▶ DATA UNDER STUDY:
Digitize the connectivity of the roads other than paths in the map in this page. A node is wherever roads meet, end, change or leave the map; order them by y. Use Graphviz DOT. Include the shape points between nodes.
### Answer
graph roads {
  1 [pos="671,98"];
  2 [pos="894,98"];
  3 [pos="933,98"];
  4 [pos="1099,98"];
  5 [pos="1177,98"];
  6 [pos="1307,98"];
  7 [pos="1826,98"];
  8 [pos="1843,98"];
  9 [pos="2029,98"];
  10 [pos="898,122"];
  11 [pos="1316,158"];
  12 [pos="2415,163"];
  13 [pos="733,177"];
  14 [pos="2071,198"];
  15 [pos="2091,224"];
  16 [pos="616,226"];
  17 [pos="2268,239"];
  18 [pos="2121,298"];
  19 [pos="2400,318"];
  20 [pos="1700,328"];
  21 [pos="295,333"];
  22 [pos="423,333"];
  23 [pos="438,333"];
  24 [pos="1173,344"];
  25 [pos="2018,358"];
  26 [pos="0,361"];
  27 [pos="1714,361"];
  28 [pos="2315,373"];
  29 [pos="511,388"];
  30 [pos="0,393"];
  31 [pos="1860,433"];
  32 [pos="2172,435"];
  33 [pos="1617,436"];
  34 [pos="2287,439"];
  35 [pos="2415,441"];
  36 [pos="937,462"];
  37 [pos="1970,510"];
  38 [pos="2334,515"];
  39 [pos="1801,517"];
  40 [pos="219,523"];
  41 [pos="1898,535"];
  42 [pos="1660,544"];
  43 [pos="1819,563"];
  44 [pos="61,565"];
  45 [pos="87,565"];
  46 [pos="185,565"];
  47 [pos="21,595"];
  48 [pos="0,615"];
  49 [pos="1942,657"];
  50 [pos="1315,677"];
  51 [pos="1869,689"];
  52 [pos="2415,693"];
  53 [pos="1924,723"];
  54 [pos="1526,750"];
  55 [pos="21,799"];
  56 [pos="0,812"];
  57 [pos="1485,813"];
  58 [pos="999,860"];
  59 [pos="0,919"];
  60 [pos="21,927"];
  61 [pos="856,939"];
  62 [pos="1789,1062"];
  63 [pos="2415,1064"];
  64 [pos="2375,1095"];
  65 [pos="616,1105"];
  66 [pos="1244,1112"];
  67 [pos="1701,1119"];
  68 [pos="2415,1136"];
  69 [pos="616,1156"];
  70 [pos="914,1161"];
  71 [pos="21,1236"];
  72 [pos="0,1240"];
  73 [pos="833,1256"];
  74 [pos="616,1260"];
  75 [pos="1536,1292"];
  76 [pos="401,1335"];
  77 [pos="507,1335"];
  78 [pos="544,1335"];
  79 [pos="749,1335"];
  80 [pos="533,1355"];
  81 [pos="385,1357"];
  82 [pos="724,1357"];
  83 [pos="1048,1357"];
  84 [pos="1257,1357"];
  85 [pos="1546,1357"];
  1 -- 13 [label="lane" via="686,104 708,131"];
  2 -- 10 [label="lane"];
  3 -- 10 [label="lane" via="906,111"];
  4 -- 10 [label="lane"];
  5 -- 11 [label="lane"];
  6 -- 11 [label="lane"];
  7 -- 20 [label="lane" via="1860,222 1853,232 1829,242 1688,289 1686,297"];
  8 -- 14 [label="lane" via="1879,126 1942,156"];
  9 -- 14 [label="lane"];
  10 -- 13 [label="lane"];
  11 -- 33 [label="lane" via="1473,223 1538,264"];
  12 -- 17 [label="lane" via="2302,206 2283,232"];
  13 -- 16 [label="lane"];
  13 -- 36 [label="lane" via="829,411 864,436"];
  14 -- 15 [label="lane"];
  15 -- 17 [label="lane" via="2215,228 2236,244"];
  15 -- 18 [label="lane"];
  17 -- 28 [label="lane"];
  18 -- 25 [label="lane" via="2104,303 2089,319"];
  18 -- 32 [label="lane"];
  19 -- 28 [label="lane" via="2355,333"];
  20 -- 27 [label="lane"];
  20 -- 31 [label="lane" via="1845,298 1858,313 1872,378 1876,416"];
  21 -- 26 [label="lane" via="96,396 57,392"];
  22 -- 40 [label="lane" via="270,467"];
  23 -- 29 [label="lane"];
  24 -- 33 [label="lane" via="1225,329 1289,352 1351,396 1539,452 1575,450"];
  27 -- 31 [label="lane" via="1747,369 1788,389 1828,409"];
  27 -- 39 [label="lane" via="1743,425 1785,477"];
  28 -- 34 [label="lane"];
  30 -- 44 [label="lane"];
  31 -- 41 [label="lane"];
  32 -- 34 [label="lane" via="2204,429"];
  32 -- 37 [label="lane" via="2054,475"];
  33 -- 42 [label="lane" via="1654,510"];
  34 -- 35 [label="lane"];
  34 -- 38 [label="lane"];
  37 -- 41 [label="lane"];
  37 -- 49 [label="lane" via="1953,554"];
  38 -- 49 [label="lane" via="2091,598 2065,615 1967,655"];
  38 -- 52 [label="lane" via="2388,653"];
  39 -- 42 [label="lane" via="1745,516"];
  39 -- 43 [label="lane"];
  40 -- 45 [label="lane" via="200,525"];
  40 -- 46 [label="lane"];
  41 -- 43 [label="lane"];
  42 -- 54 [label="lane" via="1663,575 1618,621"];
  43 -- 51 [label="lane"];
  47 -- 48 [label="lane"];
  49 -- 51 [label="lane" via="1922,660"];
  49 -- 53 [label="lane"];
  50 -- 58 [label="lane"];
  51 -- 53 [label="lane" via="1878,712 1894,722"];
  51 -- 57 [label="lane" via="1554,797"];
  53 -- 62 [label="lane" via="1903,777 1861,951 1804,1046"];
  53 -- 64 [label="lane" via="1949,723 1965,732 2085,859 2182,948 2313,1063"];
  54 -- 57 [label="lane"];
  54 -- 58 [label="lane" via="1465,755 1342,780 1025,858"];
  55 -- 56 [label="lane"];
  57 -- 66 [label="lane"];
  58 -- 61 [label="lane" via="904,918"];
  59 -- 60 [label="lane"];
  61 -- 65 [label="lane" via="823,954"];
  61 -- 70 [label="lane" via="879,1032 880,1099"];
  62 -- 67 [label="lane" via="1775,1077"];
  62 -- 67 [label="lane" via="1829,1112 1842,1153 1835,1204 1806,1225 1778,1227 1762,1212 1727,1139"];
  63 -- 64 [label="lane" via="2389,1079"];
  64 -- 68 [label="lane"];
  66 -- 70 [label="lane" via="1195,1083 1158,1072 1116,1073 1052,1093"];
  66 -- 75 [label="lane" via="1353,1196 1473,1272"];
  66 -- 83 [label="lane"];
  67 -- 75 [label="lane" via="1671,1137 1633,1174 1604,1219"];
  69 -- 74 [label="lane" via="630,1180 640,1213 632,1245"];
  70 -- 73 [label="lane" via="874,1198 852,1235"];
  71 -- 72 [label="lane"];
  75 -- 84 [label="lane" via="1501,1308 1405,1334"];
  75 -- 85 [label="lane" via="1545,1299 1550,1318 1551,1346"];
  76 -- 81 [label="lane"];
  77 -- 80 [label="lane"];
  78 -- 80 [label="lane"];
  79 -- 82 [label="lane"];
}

▶ TRY IT:
Counting only lines with the word "roads" in them, say how many there are in the entries above, with no other words.

▶ RESULT FOR THIS TASK:
2